= Axiotta =

Ancient city in Asia Minor

Axiotta (Αξίοττα) or Aziotta (Αζίοττα) was an ancient Greek city in Lydia, in Asia Minor and it was a place of worship of the Phrygian god Men.

The city was located in the valley of river Ermos and it became known from inscriptions found in the area, several of them dedicated to the main deity of the city Men ("to Mina Axiottino" / "Μήνα Αξιοττηνό").

Indicatively:
Μηνί Αξιοττηνώ Αφφιάς Γλύκωνος εύξατο, ει τεκνώσει...
To Meni of Axiotta, Affias [of] Glycon wished, that if she will have a child...

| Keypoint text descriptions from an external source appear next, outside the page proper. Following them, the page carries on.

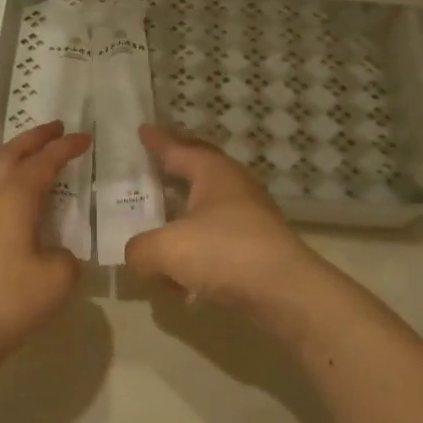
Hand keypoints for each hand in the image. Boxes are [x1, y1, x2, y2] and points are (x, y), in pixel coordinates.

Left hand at [0, 120, 90, 378]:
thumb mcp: (56, 280)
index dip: (65, 148)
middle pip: (9, 156)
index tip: (86, 137)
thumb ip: (67, 258)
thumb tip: (57, 254)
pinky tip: (27, 214)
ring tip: (43, 166)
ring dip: (20, 163)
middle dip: (33, 139)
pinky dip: (14, 192)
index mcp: (13, 200)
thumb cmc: (6, 301)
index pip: (43, 163)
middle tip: (56, 129)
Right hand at [124, 125, 328, 315]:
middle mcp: (234, 187)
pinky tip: (181, 275)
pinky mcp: (257, 246)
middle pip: (199, 169)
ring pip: (208, 206)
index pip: (178, 149)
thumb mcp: (166, 250)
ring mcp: (250, 216)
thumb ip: (140, 249)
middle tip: (155, 161)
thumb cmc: (224, 253)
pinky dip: (196, 247)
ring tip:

The ethnic name for people from Axiotta / Aziotta was Axiottinos (Αξιοττηνός) or Aziotinos (Αζιοττηνός) ("μήτηρ Αζιοττηνή" / "mother from Aziotta").

The locations where such inscriptions were found are the area of Mağazadamlari of today's Turkey, north of Ayazviran (Ayazören Köyü), northwest of Hamidiye (Hamidiye Köyü, Kula, Manisa), and at contemporary Gökçeören of Kula (ex Menye) . Its site is unlocated.